::: Records shown :::
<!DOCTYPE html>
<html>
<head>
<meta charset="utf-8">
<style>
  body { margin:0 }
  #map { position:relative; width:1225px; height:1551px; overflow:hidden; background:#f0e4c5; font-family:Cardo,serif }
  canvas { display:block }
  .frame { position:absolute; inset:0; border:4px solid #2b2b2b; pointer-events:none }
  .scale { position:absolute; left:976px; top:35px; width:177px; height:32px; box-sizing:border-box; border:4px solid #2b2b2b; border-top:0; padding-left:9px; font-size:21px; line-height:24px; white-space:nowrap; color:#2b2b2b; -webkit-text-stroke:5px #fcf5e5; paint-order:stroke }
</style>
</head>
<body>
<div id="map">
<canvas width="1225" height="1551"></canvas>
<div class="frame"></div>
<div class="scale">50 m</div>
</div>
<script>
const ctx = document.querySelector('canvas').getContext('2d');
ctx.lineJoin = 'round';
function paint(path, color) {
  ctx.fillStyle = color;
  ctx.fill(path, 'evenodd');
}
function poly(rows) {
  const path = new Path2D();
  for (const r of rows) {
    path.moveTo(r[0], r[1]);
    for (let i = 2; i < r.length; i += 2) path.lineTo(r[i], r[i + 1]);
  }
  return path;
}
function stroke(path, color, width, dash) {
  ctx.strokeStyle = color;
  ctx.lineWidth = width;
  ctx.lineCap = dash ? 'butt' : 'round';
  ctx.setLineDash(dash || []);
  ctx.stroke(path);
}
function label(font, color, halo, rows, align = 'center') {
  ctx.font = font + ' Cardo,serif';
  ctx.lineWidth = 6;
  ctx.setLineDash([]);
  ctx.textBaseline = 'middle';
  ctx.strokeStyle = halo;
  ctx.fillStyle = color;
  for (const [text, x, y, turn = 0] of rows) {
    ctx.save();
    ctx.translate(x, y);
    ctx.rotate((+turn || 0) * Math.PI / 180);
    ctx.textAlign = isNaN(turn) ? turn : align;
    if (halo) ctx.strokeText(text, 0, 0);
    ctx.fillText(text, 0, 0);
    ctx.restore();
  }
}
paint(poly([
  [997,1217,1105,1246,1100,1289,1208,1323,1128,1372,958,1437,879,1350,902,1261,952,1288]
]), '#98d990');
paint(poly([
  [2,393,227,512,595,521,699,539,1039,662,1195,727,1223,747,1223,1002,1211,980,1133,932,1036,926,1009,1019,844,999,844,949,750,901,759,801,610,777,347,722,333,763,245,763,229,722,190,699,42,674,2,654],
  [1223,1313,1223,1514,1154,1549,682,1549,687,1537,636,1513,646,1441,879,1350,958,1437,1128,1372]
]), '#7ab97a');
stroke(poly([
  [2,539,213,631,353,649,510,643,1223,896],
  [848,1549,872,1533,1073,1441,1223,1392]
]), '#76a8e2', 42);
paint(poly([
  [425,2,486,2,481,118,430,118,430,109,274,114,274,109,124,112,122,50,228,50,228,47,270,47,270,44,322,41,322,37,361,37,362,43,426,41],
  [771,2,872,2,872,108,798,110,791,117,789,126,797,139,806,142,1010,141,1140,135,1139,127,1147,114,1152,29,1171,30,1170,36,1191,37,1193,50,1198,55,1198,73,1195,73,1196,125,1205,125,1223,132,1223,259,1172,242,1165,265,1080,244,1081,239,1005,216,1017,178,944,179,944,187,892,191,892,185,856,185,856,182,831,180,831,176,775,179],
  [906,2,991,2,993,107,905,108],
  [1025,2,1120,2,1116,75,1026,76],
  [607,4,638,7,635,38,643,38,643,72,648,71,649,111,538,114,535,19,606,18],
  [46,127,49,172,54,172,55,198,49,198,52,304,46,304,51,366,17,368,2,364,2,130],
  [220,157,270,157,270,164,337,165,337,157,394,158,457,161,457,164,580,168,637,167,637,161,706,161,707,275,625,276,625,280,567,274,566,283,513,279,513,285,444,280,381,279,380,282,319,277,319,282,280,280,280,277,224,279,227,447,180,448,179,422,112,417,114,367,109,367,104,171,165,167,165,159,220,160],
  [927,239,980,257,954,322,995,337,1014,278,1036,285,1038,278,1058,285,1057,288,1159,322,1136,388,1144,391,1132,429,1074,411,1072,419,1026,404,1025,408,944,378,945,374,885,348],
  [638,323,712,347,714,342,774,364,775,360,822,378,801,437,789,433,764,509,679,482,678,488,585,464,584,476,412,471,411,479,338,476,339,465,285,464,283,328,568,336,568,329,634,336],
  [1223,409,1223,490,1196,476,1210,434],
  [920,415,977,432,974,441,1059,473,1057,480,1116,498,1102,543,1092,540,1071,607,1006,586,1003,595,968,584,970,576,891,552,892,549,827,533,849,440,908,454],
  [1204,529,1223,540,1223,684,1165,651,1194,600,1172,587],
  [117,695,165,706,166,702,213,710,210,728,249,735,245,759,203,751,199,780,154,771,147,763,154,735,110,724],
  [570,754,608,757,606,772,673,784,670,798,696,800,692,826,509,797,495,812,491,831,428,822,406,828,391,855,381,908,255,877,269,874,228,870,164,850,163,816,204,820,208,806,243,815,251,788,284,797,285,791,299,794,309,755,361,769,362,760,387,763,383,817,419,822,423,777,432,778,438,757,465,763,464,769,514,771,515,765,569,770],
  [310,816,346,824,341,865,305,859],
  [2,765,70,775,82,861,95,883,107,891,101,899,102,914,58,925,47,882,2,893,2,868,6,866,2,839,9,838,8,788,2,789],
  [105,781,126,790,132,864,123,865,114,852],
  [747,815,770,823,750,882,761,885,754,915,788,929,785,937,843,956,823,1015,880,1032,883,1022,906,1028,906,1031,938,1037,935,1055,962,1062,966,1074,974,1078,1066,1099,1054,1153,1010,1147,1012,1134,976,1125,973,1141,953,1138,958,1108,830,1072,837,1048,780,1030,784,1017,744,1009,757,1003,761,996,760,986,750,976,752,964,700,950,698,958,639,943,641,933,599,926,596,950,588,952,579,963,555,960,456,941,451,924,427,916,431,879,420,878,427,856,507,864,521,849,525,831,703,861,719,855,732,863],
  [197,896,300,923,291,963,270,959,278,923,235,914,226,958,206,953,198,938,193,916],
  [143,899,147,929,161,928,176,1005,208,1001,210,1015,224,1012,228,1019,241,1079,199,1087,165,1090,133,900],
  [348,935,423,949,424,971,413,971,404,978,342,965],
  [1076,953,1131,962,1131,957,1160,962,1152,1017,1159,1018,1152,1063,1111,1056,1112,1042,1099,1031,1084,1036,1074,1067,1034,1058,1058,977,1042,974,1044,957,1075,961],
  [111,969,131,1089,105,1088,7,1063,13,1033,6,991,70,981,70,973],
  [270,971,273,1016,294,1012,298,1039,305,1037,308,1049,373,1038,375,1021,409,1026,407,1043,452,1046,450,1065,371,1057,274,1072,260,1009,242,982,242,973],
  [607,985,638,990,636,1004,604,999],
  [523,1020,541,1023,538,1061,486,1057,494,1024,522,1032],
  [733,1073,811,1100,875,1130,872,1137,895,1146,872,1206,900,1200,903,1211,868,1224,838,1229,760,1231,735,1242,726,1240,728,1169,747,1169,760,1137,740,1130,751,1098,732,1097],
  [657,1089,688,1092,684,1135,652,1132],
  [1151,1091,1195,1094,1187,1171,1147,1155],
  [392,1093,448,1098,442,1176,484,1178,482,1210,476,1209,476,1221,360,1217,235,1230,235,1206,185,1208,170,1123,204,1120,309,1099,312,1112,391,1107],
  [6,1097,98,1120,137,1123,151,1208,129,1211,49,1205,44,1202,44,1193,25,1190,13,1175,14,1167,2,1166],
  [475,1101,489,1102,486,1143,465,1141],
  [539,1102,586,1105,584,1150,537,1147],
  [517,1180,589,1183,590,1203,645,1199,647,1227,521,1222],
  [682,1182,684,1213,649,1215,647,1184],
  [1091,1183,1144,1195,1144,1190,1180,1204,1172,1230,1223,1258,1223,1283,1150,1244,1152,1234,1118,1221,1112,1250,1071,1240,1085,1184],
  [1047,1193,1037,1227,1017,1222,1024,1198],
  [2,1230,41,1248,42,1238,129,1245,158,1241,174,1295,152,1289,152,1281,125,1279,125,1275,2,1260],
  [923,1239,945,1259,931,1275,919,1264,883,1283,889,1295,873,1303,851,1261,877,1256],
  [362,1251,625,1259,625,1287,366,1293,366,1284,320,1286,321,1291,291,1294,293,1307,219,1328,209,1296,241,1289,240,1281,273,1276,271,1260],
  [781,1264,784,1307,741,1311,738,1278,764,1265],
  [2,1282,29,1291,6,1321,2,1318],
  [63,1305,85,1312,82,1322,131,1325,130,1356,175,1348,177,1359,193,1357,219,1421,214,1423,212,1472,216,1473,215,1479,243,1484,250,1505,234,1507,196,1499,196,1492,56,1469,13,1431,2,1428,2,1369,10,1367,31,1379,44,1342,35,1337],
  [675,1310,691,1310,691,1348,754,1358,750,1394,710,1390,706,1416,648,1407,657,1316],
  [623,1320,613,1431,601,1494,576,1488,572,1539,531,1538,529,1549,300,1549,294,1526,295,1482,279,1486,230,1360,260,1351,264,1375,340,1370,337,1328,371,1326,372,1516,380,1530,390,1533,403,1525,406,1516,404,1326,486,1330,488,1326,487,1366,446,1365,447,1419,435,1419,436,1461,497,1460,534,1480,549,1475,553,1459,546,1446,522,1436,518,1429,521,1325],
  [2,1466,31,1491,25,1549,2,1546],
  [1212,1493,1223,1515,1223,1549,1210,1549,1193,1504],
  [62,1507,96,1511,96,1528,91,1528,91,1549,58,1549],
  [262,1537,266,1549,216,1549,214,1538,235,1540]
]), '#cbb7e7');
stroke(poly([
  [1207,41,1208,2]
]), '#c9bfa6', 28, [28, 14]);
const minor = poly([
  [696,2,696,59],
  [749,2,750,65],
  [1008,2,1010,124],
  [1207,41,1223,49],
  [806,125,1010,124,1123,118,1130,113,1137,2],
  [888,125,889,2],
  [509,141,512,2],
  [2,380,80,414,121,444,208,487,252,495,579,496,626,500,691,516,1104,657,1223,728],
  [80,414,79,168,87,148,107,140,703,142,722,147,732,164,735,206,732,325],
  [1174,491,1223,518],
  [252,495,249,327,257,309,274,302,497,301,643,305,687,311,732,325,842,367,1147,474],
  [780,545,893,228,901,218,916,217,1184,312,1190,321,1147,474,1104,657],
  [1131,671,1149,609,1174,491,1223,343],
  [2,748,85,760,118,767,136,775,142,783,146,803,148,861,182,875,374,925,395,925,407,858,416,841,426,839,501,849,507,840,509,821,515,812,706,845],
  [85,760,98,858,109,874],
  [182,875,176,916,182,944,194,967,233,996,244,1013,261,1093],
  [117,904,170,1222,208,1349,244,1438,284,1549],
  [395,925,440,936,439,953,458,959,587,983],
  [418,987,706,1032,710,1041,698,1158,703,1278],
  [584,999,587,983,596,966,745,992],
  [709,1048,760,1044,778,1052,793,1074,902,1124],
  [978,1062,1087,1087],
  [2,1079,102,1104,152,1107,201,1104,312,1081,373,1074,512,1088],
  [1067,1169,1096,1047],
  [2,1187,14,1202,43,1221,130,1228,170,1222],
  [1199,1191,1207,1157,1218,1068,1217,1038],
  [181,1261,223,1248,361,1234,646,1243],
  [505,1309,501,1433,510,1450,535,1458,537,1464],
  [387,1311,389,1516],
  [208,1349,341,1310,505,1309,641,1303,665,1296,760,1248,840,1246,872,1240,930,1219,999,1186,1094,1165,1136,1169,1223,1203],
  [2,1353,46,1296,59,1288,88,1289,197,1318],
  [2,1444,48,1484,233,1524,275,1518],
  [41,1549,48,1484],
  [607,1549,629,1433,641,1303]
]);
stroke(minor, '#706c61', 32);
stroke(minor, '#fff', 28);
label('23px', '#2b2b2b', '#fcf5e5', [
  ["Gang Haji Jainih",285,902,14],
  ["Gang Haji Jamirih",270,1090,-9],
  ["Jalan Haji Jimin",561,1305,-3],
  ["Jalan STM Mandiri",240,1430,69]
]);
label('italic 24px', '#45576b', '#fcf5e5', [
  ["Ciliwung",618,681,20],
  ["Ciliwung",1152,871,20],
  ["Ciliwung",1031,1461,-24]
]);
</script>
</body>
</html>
:::
Among the lines of the preceding listing, count those that contain the string "rows"; state the count and nothing further.

◆ Exercise solution ◆
4